Individually they gave assent, elated not only by the honor of being chosen, but by their own excitement. Noren wasn’t gentle with the needle; he knew how Stefred, or even Lianne, would handle it, and overcame his reluctance to offer a symbol more memorable than words. The triumph in the initiates’ faces told him he’d judged accurately.

But this rite was not the real test, either of them or of him. So far he had not asked them to do anything against their inclinations, nor had he presented them with any conflict between their image of a Scholar and his demands on them. To induce them to break the High Law’s taboos would be far harder.

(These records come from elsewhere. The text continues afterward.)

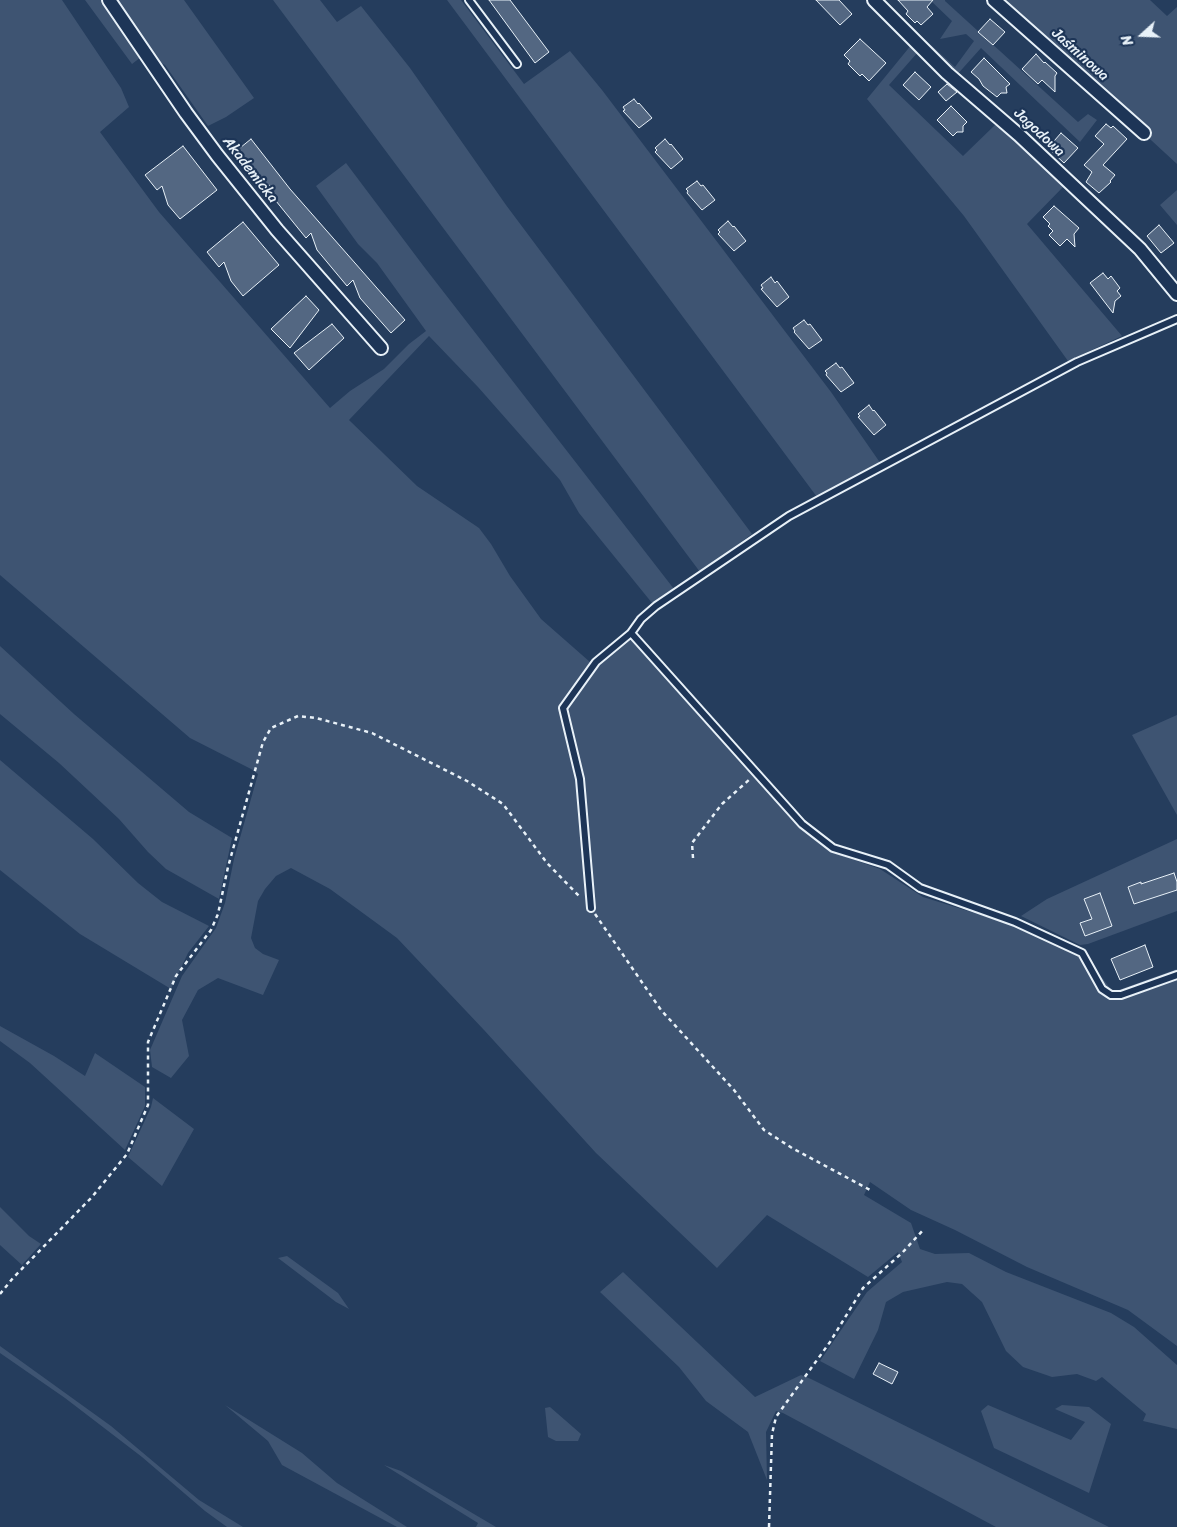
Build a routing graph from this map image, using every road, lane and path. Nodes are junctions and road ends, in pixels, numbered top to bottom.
1 (109, 0) edge
2 (470, 0) edge
3 (874, 0) edge
4 (994, 0) edge
5 (518, 64) dead end
6 (1144, 133) dead end
7 (1177, 294) edge
8 (1177, 319) edge
9 (381, 348) dead end
10 (631, 633) junction
11 (757, 774) junction
12 (693, 858) dead end
13 (591, 908) junction
14 (1177, 975) edge
15 (872, 1191) dead end
16 (924, 1229) dead end
17 (0, 1294) edge
18 (770, 1527) edge

1 - 9 street, Akademicka
2 - 5 lane
3 - 7 street, Jagodowa
4 - 6 street, Jaśminowa
8 - 10 lane
10 - 11 lane
10 - 13 lane
11 - 12 path
11 - 14 lane
13 - 15 path
13 - 17 path
16 - 18 path

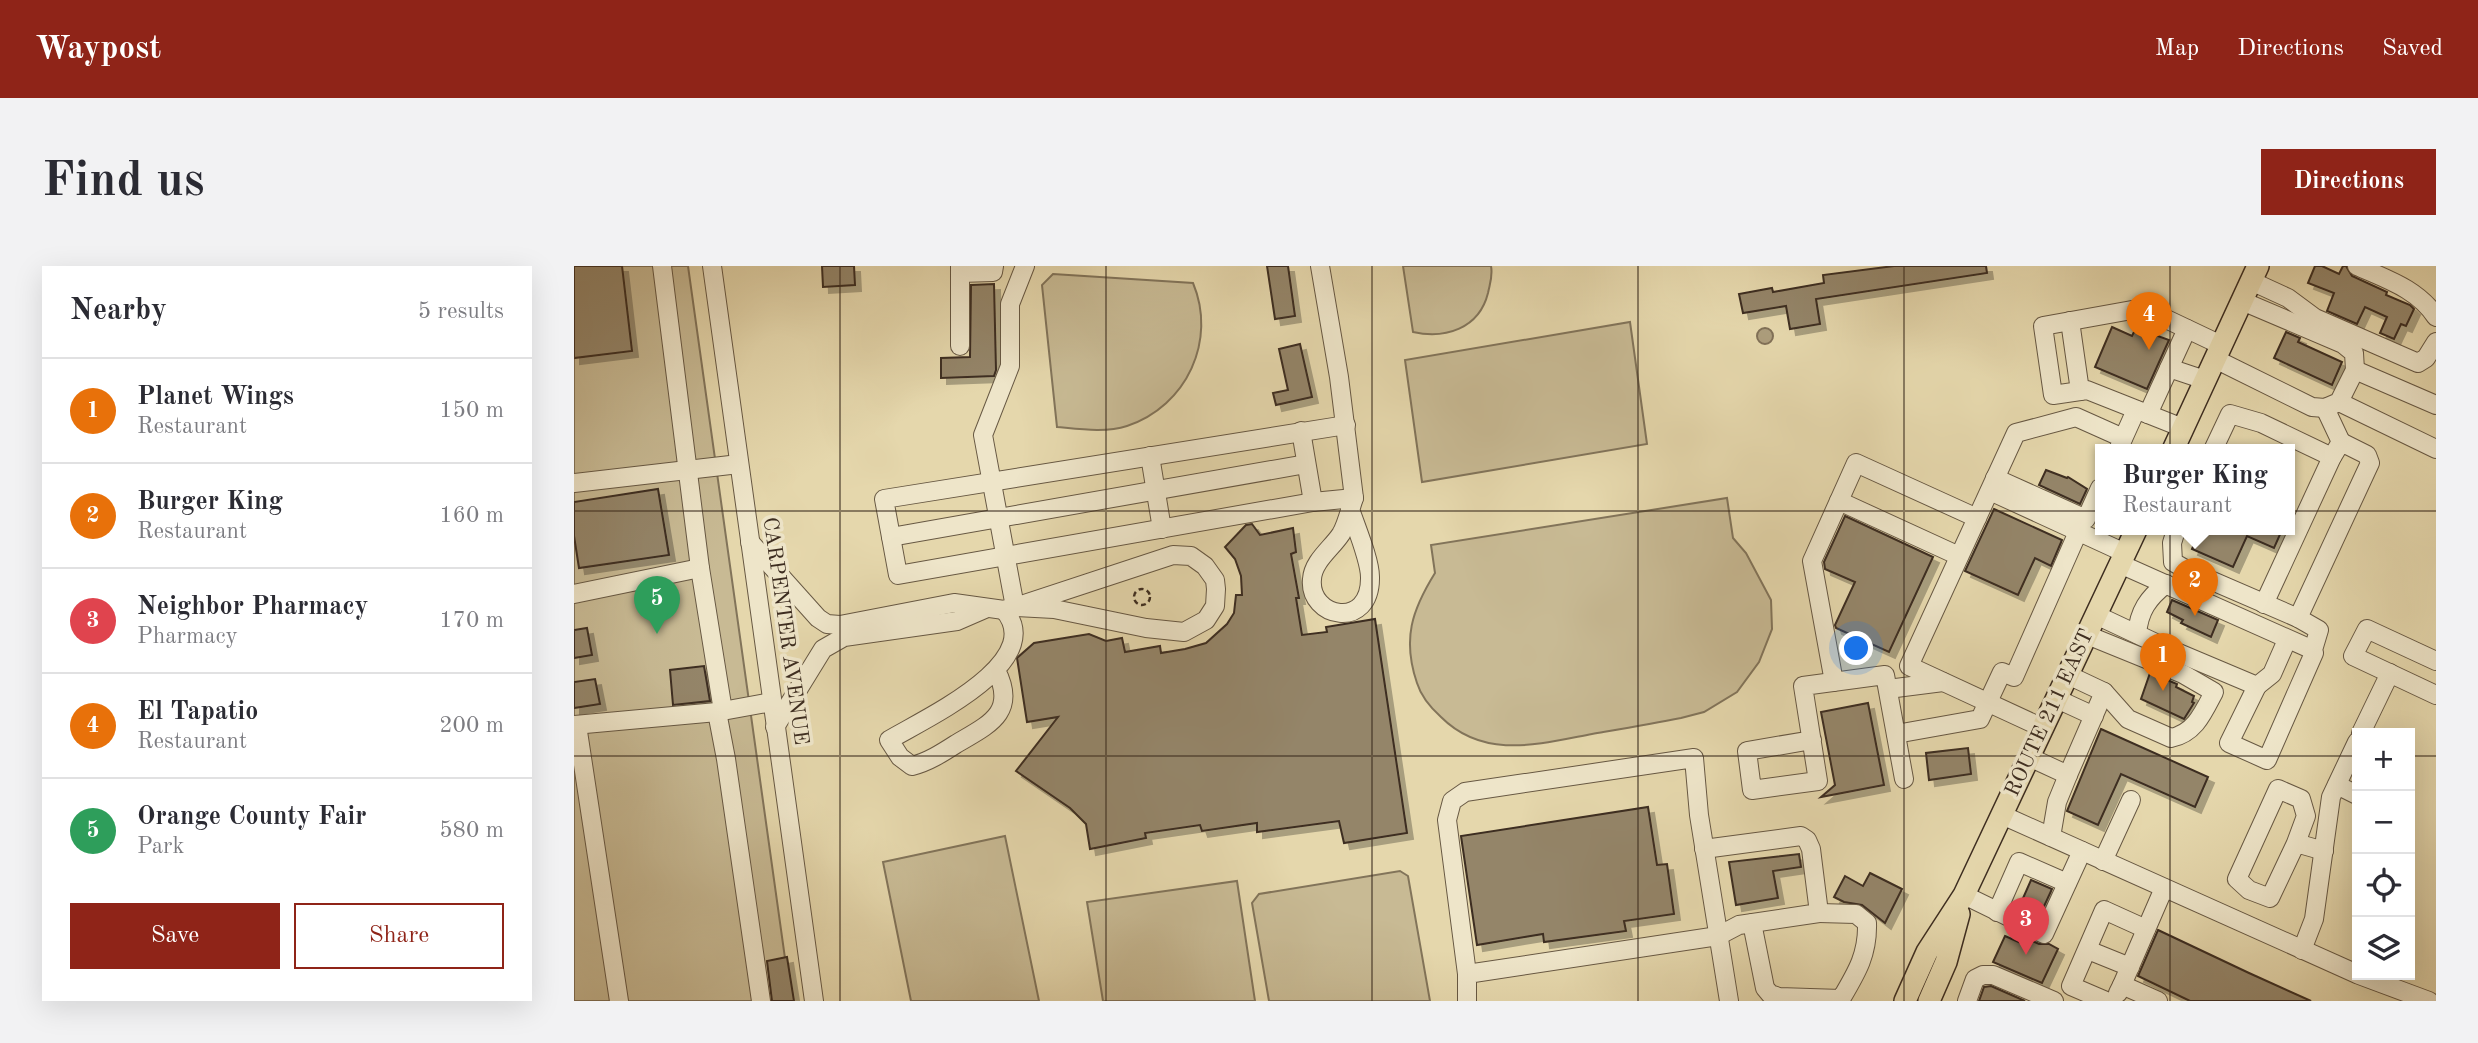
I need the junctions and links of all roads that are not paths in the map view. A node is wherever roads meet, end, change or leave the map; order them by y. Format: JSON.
{"nodes":[{"id":1,"x":662,"y":266,"type":"edge"},
{"id":2,"x":712,"y":266,"type":"edge"},
{"id":3,"x":993,"y":266,"type":"edge"},
{"id":4,"x":1025,"y":266,"type":"edge"},
{"id":5,"x":1320,"y":266,"type":"edge"},
{"id":6,"x":2357,"y":266,"type":"edge"},
{"id":7,"x":960,"y":270,"type":"edge"},
{"id":8,"x":2254,"y":274,"type":"edge"},
{"id":9,"x":2242,"y":301,"type":"junction"},
{"id":10,"x":2436,"y":317,"type":"edge"},
{"id":11,"x":2070,"y":321,"type":"junction"},
{"id":12,"x":2188,"y":329,"type":"junction"},
{"id":13,"x":2436,"y":342,"type":"edge"},
{"id":14,"x":960,"y":346,"type":"dead end"},
{"id":15,"x":2352,"y":351,"type":"junction"},
{"id":16,"x":2218,"y":352,"type":"junction"},
{"id":17,"x":2418,"y":363,"type":"junction"},
{"id":18,"x":2169,"y":368,"type":"junction"},
{"id":19,"x":2355,"y":370,"type":"junction"},
{"id":20,"x":2436,"y":370,"type":"edge"},
{"id":21,"x":2205,"y":380,"type":"junction"},
{"id":22,"x":2080,"y":391,"type":"junction"},
{"id":23,"x":2436,"y":405,"type":"edge"},
{"id":24,"x":2331,"y":406,"type":"junction"},
{"id":25,"x":2142,"y":412,"type":"junction"},
{"id":26,"x":1346,"y":425,"type":"junction"},
{"id":27,"x":2183,"y":428,"type":"junction"},
{"id":28,"x":1301,"y":431,"type":"junction"},
{"id":29,"x":2121,"y":444,"type":"edge"},
{"id":30,"x":2176,"y":444,"type":"edge"},
{"id":31,"x":2216,"y":444,"type":"edge"},
{"id":32,"x":2436,"y":449,"type":"edge"},
{"id":33,"x":2337,"y":450,"type":"junction"},
{"id":34,"x":1150,"y":456,"type":"junction"},
{"id":35,"x":739,"y":464,"type":"junction"},
{"id":36,"x":1306,"y":464,"type":"junction"},
{"id":37,"x":689,"y":470,"type":"junction"},
{"id":38,"x":992,"y":481,"type":"junction"},
{"id":39,"x":574,"y":484,"type":"edge"},
{"id":40,"x":1992,"y":484,"type":"junction"},
{"id":41,"x":1155,"y":491,"type":"junction"},
{"id":42,"x":2095,"y":500,"type":"edge"},
{"id":43,"x":1839,"y":501,"type":"junction"},
{"id":44,"x":1312,"y":502,"type":"junction"},
{"id":45,"x":1352,"y":504,"type":"junction"},
{"id":46,"x":998,"y":518,"type":"junction"},
{"id":47,"x":1977,"y":518,"type":"junction"},
{"id":48,"x":1162,"y":529,"type":"junction"},
{"id":49,"x":2078,"y":532,"type":"junction"},
{"id":50,"x":2134,"y":535,"type":"edge"},
{"id":51,"x":2174,"y":535,"type":"edge"},
{"id":52,"x":891,"y":537,"type":"junction"},
{"id":53,"x":750,"y":542,"type":"junction"},
{"id":54,"x":1006,"y":556,"type":"junction"},
{"id":55,"x":1959,"y":556,"type":"junction"},
{"id":56,"x":2123,"y":558,"type":"junction"},
{"id":57,"x":700,"y":568,"type":"junction"},
{"id":58,"x":2169,"y":586,"type":"junction"},
{"id":59,"x":574,"y":594,"type":"edge"},
{"id":60,"x":2264,"y":604,"type":"junction"},
{"id":61,"x":1003,"y":608,"type":"junction"},
{"id":62,"x":2096,"y":615,"type":"junction"},
{"id":63,"x":2298,"y":618,"type":"junction"},
{"id":64,"x":840,"y":634,"type":"junction"},
{"id":65,"x":2137,"y":634,"type":"junction"},
{"id":66,"x":2087,"y":635,"type":"junction"},
{"id":67,"x":2287,"y":640,"type":"junction"},
{"id":68,"x":2313,"y":650,"type":"junction"},
{"id":69,"x":2436,"y":661,"type":"edge"},
{"id":70,"x":996,"y":670,"type":"junction"},
{"id":71,"x":2389,"y":673,"type":"junction"},
{"id":72,"x":2068,"y":675,"type":"junction"},
{"id":73,"x":1834,"y":682,"type":"junction"},
{"id":74,"x":1943,"y":682,"type":"junction"},
{"id":75,"x":2255,"y":685,"type":"junction"},
{"id":76,"x":1888,"y":689,"type":"junction"},
{"id":77,"x":2104,"y":692,"type":"junction"},
{"id":78,"x":2436,"y":695,"type":"edge"},
{"id":79,"x":2057,"y":699,"type":"junction"},
{"id":80,"x":772,"y":702,"type":"junction"},
{"id":81,"x":1989,"y":703,"type":"junction"},
{"id":82,"x":720,"y":712,"type":"junction"},
{"id":83,"x":2094,"y":716,"type":"junction"},
{"id":84,"x":576,"y":725,"type":"edge"},
{"id":85,"x":775,"y":727,"type":"junction"},
{"id":86,"x":2043,"y":728,"type":"junction"},
{"id":87,"x":2363,"y":728,"type":"edge"},
{"id":88,"x":1896,"y":734,"type":"junction"},
{"id":89,"x":1812,"y":740,"type":"dead end"},
{"id":90,"x":2352,"y":753,"type":"edge"},
{"id":91,"x":2029,"y":757,"type":"junction"},
{"id":92,"x":2068,"y":775,"type":"junction"},
{"id":93,"x":1903,"y":779,"type":"dead end"},
{"id":94,"x":2337,"y":785,"type":"junction"},
{"id":95,"x":2352,"y":792,"type":"edge"},
{"id":96,"x":2130,"y":800,"type":"dead end"},
{"id":97,"x":2002,"y":815,"type":"junction"},
{"id":98,"x":2051,"y":837,"type":"junction"},
{"id":99,"x":2296,"y":843,"type":"junction"},
{"id":100,"x":1704,"y":849,"type":"junction"},
{"id":101,"x":2082,"y":851,"type":"junction"},
{"id":102,"x":2324,"y":851,"type":"junction"},
{"id":103,"x":2103,"y":861,"type":"junction"},
{"id":104,"x":2067,"y":883,"type":"junction"},
{"id":105,"x":2164,"y":888,"type":"junction"},
{"id":106,"x":1964,"y":895,"type":"junction"},
{"id":107,"x":1997,"y":912,"type":"junction"},
{"id":108,"x":1819,"y":913,"type":"junction"},
{"id":109,"x":1752,"y":923,"type":"junction"},
{"id":110,"x":2146,"y":929,"type":"junction"},
{"id":111,"x":1718,"y":936,"type":"junction"},
{"id":112,"x":2088,"y":950,"type":"junction"},
{"id":113,"x":2302,"y":950,"type":"junction"},
{"id":114,"x":2130,"y":967,"type":"junction"},
{"id":115,"x":2352,"y":971,"type":"edge"},
{"id":116,"x":1467,"y":974,"type":"junction"},
{"id":117,"x":2374,"y":980,"type":"edge"},
{"id":118,"x":2118,"y":993,"type":"edge"},
{"id":119,"x":2045,"y":999,"type":"edge"},
{"id":120,"x":619,"y":1001,"type":"edge"},
{"id":121,"x":761,"y":1001,"type":"edge"},
{"id":122,"x":814,"y":1001,"type":"edge"},
{"id":123,"x":1467,"y":1001,"type":"edge"},
{"id":124,"x":1729,"y":1001,"type":"edge"},
{"id":125,"x":1905,"y":1001,"type":"edge"},
{"id":126,"x":1929,"y":1001,"type":"edge"},
{"id":127,"x":1967,"y":1001,"type":"edge"},
{"id":128,"x":2106,"y":1001,"type":"edge"},
{"id":129,"x":2158,"y":1001,"type":"edge"},
{"id":130,"x":2430,"y":1001,"type":"edge"}],
"edges":[{"from":1,"to":37,"type":"street"},
{"from":2,"to":35,"type":"street","name":"CARPENTER AVENUE"},
{"from":3,"to":7,"type":"street"},
{"from":4,"to":38,"type":"street"},
{"from":5,"to":26,"type":"street"},
{"from":6,"to":10,"type":"street"},
{"from":7,"to":14,"type":"street"},
{"from":8,"to":9,"type":"main road"},
{"from":8,"to":17,"type":"street"},
{"from":9,"to":15,"type":"street"},
{"from":9,"to":16,"type":"main road"},
{"from":11,"to":12,"type":"street"},
{"from":11,"to":22,"type":"street"},
{"from":11,"to":22,"type":"street"},
{"from":12,"to":16,"type":"street"},
{"from":12,"to":18,"type":"street"},
{"from":13,"to":17,"type":"street"},
{"from":15,"to":19,"type":"street"},
{"from":15,"to":24,"type":"street"},
{"from":16,"to":21,"type":"main road"},
{"from":16,"to":24,"type":"street"},
{"from":17,"to":20,"type":"street"},
{"from":18,"to":21,"type":"street"},
{"from":18,"to":25,"type":"street"},
{"from":19,"to":23,"type":"street"},
{"from":19,"to":24,"type":"street"},
{"from":21,"to":27,"type":"main road"},
{"from":22,"to":25,"type":"street"},
{"from":24,"to":32,"type":"street"},
{"from":24,"to":33,"type":"street"},
{"from":25,"to":27,"type":"street"},
{"from":25,"to":29,"type":"street"},
{"from":26,"to":28,"type":"street"},
{"from":26,"to":45,"type":"street"},
{"from":27,"to":30,"type":"main road"},
{"from":28,"to":34,"type":"street"},
{"from":28,"to":36,"type":"street"},
{"from":29,"to":40,"type":"street"},
{"from":31,"to":33,"type":"street"},
{"from":33,"to":60,"type":"street"},
{"from":33,"to":63,"type":"street"},
{"from":34,"to":38,"type":"street"},
{"from":34,"to":41,"type":"street"},
{"from":35,"to":37,"type":"street"},
{"from":35,"to":53,"type":"street","name":"CARPENTER AVENUE"},
{"from":36,"to":41,"type":"street"},
{"from":36,"to":44,"type":"street"},
{"from":37,"to":39,"type":"street"},
{"from":37,"to":57,"type":"street"},
{"from":38,"to":46,"type":"street"},
{"from":38,"to":52,"type":"street"},
{"from":40,"to":42,"type":"street"},
{"from":40,"to":47,"type":"street"},
{"from":40,"to":49,"type":"street"},
{"from":41,"to":46,"type":"street"},
{"from":41,"to":48,"type":"street"},
{"from":43,"to":47,"type":"street"},
{"from":43,"to":55,"type":"street"},
{"from":43,"to":73,"type":"street"},
{"from":44,"to":45,"type":"street"},
{"from":44,"to":48,"type":"street"},
{"from":45,"to":45,"type":"street"},
{"from":46,"to":52,"type":"street"},
{"from":46,"to":54,"type":"street"},
{"from":47,"to":55,"type":"street"},
{"from":48,"to":54,"type":"street"},
{"from":49,"to":56,"type":"street"},
{"from":49,"to":81,"type":"street"},
{"from":50,"to":56,"type":"main road","name":"ROUTE 211 EAST"},
{"from":51,"to":60,"type":"street"},
{"from":52,"to":54,"type":"street"},
{"from":53,"to":64,"type":"street"},
{"from":53,"to":80,"type":"street","name":"CARPENTER AVENUE"},
{"from":54,"to":61,"type":"street"},
{"from":55,"to":74,"type":"street"},
{"from":56,"to":58,"type":"street"},
{"from":56,"to":62,"type":"main road","name":"ROUTE 211 EAST"},
{"from":57,"to":59,"type":"street"},
{"from":57,"to":82,"type":"street"},
{"from":58,"to":65,"type":"street"},
{"from":58,"to":67,"type":"street"},
{"from":58,"to":75,"type":"street"},
{"from":60,"to":63,"type":"street"},
{"from":61,"to":61,"type":"street"},
{"from":61,"to":64,"type":"street"},
{"from":61,"to":70,"type":"street"},
{"from":62,"to":65,"type":"street"},
{"from":62,"to":66,"type":"main road","name":"ROUTE 211 EAST"},
{"from":63,"to":68,"type":"street"},
{"from":64,"to":85,"type":"street"},
{"from":65,"to":75,"type":"street"},
{"from":66,"to":72,"type":"main road","name":"ROUTE 211 EAST"},
{"from":66,"to":77,"type":"street"},
{"from":67,"to":68,"type":"street"},
{"from":67,"to":75,"type":"street"},
{"from":68,"to":75,"type":"street"},
{"from":69,"to":71,"type":"street"},
{"from":70,"to":70,"type":"street"},
{"from":71,"to":78,"type":"street"},
{"from":71,"to":87,"type":"street"},
{"from":72,"to":77,"type":"street"},
{"from":72,"to":79,"type":"main road","name":"ROUTE 211 EAST"},
{"from":73,"to":76,"type":"street"},
{"from":73,"to":89,"type":"street"},
{"from":74,"to":76,"type":"street"},
{"from":74,"to":81,"type":"street"},
{"from":76,"to":88,"type":"street"},
{"from":77,"to":83,"type":"street"},
{"from":79,"to":83,"type":"street"},
{"from":79,"to":86,"type":"main road","name":"ROUTE 211 EAST"},
{"from":80,"to":82,"type":"street"},
{"from":80,"to":85,"type":"street","name":"CARPENTER AVENUE"},
{"from":81,"to":86,"type":"street"},
{"from":81,"to":88,"type":"street"},
{"from":82,"to":84,"type":"street"},
{"from":82,"to":121,"type":"street"},
{"from":83,"to":92,"type":"street"},
{"from":84,"to":120,"type":"street"},
{"from":85,"to":122,"type":"street","name":"CARPENTER AVENUE"},
{"from":86,"to":91,"type":"main road","name":"ROUTE 211 EAST"},
{"from":88,"to":93,"type":"street"},
{"from":90,"to":94,"type":"street"},
{"from":91,"to":92,"type":"street"},
{"from":91,"to":97,"type":"main road","name":"ROUTE 211 EAST"},
{"from":92,"to":98,"type":"street"},
{"from":94,"to":95,"type":"street"},
{"from":94,"to":102,"type":"street"},
{"from":96,"to":103,"type":"street"},
{"from":97,"to":98,"type":"street"},
{"from":97,"to":106,"type":"main road","name":"ROUTE 211 EAST"},
{"from":98,"to":101,"type":"street"},
{"from":99,"to":99,"type":"street"},
{"from":99,"to":102,"type":"street"},
{"from":100,"to":108,"type":"street"},
{"from":100,"to":111,"type":"street"},
{"from":100,"to":116,"type":"street"},
{"from":101,"to":103,"type":"street"},
{"from":101,"to":104,"type":"street"},
{"from":102,"to":113,"type":"street"},
{"from":103,"to":105,"type":"street"},
{"from":104,"to":107,"type":"street"},
{"from":104,"to":107,"type":"street"},
{"from":105,"to":110,"type":"street"},
{"from":105,"to":113,"type":"street"},
{"from":106,"to":107,"type":"street"},
{"from":106,"to":125,"type":"main road","name":"ROUTE 211 EAST"},
{"from":106,"to":126,"type":"main road","name":"ROUTE 211 EAST"},
{"from":108,"to":109,"type":"street"},
{"from":108,"to":109,"type":"street"},
{"from":109,"to":111,"type":"street"},
{"from":110,"to":112,"type":"street"},
{"from":110,"to":114,"type":"street"},
{"from":111,"to":116,"type":"street"},
{"from":111,"to":124,"type":"street"},
{"from":112,"to":114,"type":"street"},
{"from":112,"to":128,"type":"street"},
{"from":113,"to":115,"type":"street"},
{"from":114,"to":118,"type":"street"},
{"from":116,"to":123,"type":"street"},
{"from":117,"to":130,"type":"street"},
{"from":118,"to":129,"type":"street"},
{"from":119,"to":127,"type":"street"}]}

With growing apprehension, he faced the thought that the time for that step was at hand.

*
 
*
 
*

The weddings were to take place in the new community, and the feast, Noren declared, was to be attended by its members alone. Farewells to friends and relatives must be made before departure. “You will set forth to no household,” he warned, “and the moss of the wilderness will be your marriage bed. But from your children and foster-children will come new strength for the world, and the light of the Star will shine upon the City you establish.”